Muchos de esos resultados, los buenos y los malos, se deben al dinamismo de la sociedad española, joven, aunque políticamente envejecida. En cada ocasión que planteaba un reto de apertura y liberalización económica, lo ganó: sucedió en el Plan de Estabilización de 1959; en el Acuerdo Preferencial con las Comunidades en 1970; con los Pactos de la Moncloa en 1977, al reiniciar la democracia; con el ingreso en la Europa comunitaria en 1986; y con la entrada en el euro, en 1998.

Pero la aceleración de la modernización económica no se entendería sin el acceso en igualdad de condiciones al primer mercado del mundo. Y sin el generoso apoyo presupuestario de la UE para compensar sus carencias.

Hasta el periodo 2014-2020, España fue beneficiaria neta, y en varios años por un alcance de un considerable 1% de su PIB anual. Y aún se preveía que siguiera siéndolo durante ese septenio. Pero de 2016 a 2019 pasó a ser contribuyente neta, por una cuantía total en esos años superior a 5.000 millones de euros. A esa evolución (y la futura) contribuyeron: el ingreso de candidatos más pobres, del Este; la reducción de partidas agrícolas o de cohesión, a las que España está muy vinculada, y la próxima y definitiva retirada del, más próspero, Reino Unido.

Este cambio es relevante. Demuestra la falsedad de que los menos desarrollados estén eternamente condenados a ser subsidiados. Certifica los progresos, aunque sean irregulares, de la economía española. Y solemniza el éxito de esta Europa en absorber y promocionar a los nuevos socios. Quienes antes necesitaban mayores ayudas estructurales, ahora contribuyen a dispensarlas. Si bien ante súbitas recesiones bruscas, como la provocada por la actual pandemia, vuelvan a exhibir sus desequilibrios.

Pero el paradigma thatcheriano del saldo presupuestario, amén de representar el éxtasis del egoísmo nacionalista, no agota todas las relaciones económicas entre una parte y el conjunto. Para que este sea armónico, el déficit fiscal de los ricos suele acompañarse del correlativo superávit comercial, y a la inversa.
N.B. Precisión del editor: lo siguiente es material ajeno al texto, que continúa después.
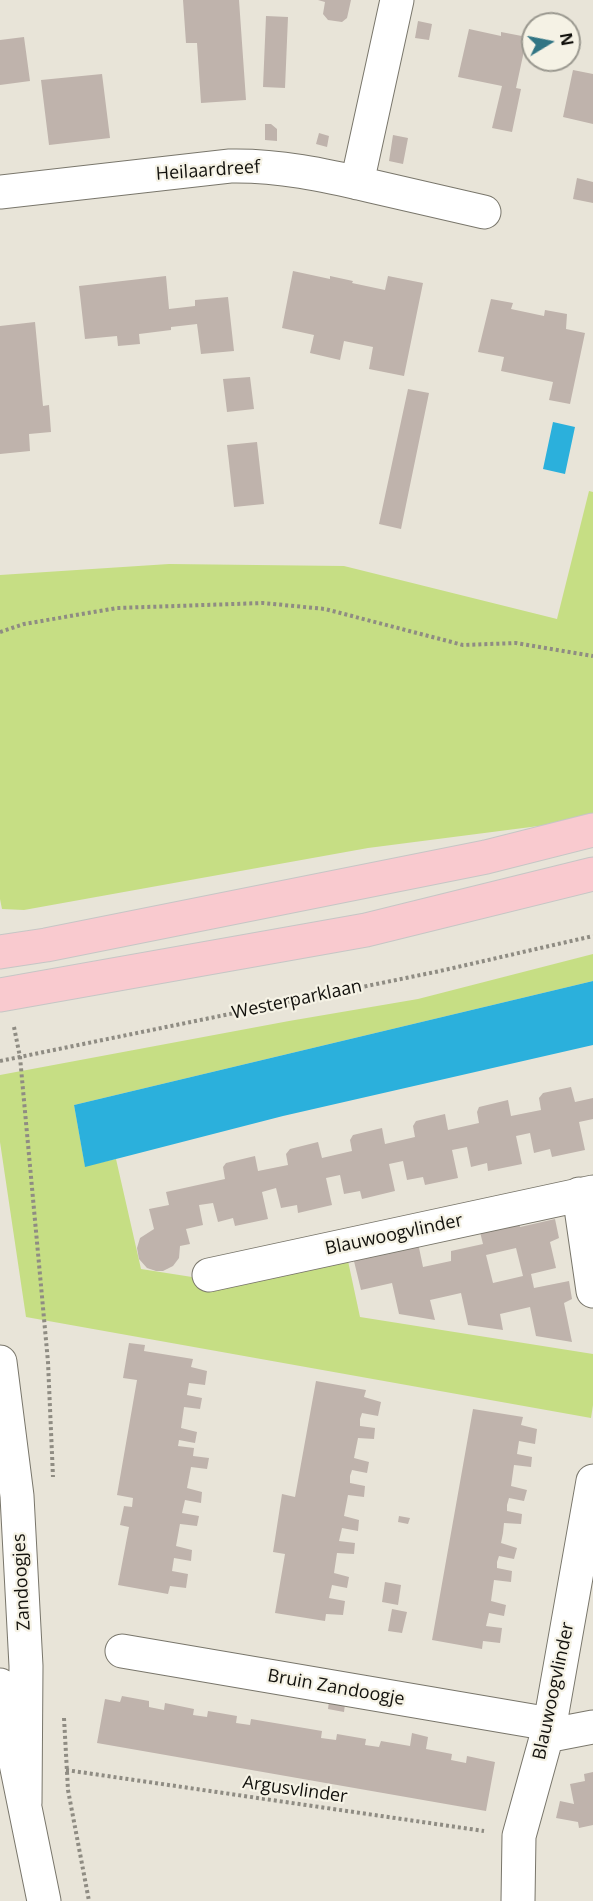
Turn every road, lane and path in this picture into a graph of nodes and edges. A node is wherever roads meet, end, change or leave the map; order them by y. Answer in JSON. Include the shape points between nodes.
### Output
{"nodes":[{"id":1,"x":397,"y":0,"type":"edge"},
{"id":2,"x":357,"y":183,"type":"junction"},
{"id":3,"x":0,"y":192,"type":"edge"},
{"id":4,"x":484,"y":212,"type":"dead end"},
{"id":5,"x":0,"y":632,"type":"edge"},
{"id":6,"x":593,"y":656,"type":"edge"},
{"id":7,"x":593,"y":830,"type":"edge"},
{"id":8,"x":593,"y":874,"type":"edge"},
{"id":9,"x":593,"y":936,"type":"edge"},
{"id":10,"x":0,"y":952,"type":"edge"},
{"id":11,"x":0,"y":995,"type":"edge"},
{"id":12,"x":0,"y":1061,"type":"edge"},
{"id":13,"x":586,"y":1193,"type":"edge"},
{"id":14,"x":209,"y":1275,"type":"dead end"},
{"id":15,"x":593,"y":1291,"type":"edge"},
{"id":16,"x":0,"y":1362,"type":"edge"},
{"id":17,"x":593,"y":1481,"type":"edge"},
{"id":18,"x":122,"y":1651,"type":"dead end"},
{"id":19,"x":0,"y":1685,"type":"edge"},
{"id":20,"x":593,"y":1726,"type":"edge"},
{"id":21,"x":548,"y":1730,"type":"junction"},
{"id":22,"x":66,"y":1770,"type":"dead end"},
{"id":23,"x":25,"y":1803,"type":"junction"},
{"id":24,"x":519,"y":1836,"type":"junction"},
{"id":25,"x":44,"y":1901,"type":"edge"},
{"id":26,"x":518,"y":1901,"type":"edge"}],
"edges":[{"from":1,"to":2,"type":"street"},
{"from":2,"to":3,"type":"street","name":"Heilaardreef","via":[[279,168],[242,166]]},
{"from":2,"to":4,"type":"street","name":"Heilaardreef"},
{"from":5,"to":6,"type":"path","via":[[24,624],[117,608],[263,603],[325,609],[463,645],[516,643]]},
{"from":7,"to":10,"type":"main road","via":[[475,859]]},
{"from":8,"to":11,"type":"main road","via":[[366,930]]},
{"from":9,"to":12,"type":"path","name":"Westerparklaan"},
{"from":13,"to":14,"type":"street","name":"Blauwoogvlinder"},
{"from":13,"to":15,"type":"street","name":"Blauwoogvlinder"},
{"from":16,"to":23,"type":"street","name":"Zandoogjes","via":[[18,1496],[26,1666]]},
{"from":17,"to":21,"type":"street","name":"Blauwoogvlinder"},
{"from":18,"to":21,"type":"street","name":"Bruin Zandoogje"},
{"from":19,"to":23,"type":"street","name":"Zandoogjes"},
{"from":20,"to":21,"type":"street","name":"Bruin Zandoogje"},
{"from":21,"to":24,"type":"street","name":"Blauwoogvlinder"},
{"from":22,"to":24,"type":"path","name":"Argusvlinder"},
{"from":23,"to":25,"type":"street","name":"Zandoogjes"},
{"from":24,"to":26,"type":"street","name":"Blauwoogvlinder"}]}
Y todavía hay más vínculos no contabilizables desde un presupuesto: el estímulo a la competencia; la mejora empresarial y social por vía comparativa o benchmarking; las aportaciones a la política exterior común (desde España, sus relaciones con el norte de África y Latinoamérica); el empuje vital mutuo de sociedades más enérgicas, por jóvenes, o más sabias, por consolidadas… todo ello, y mucho más, va incluido en la profundidad de la frase de Kennedy.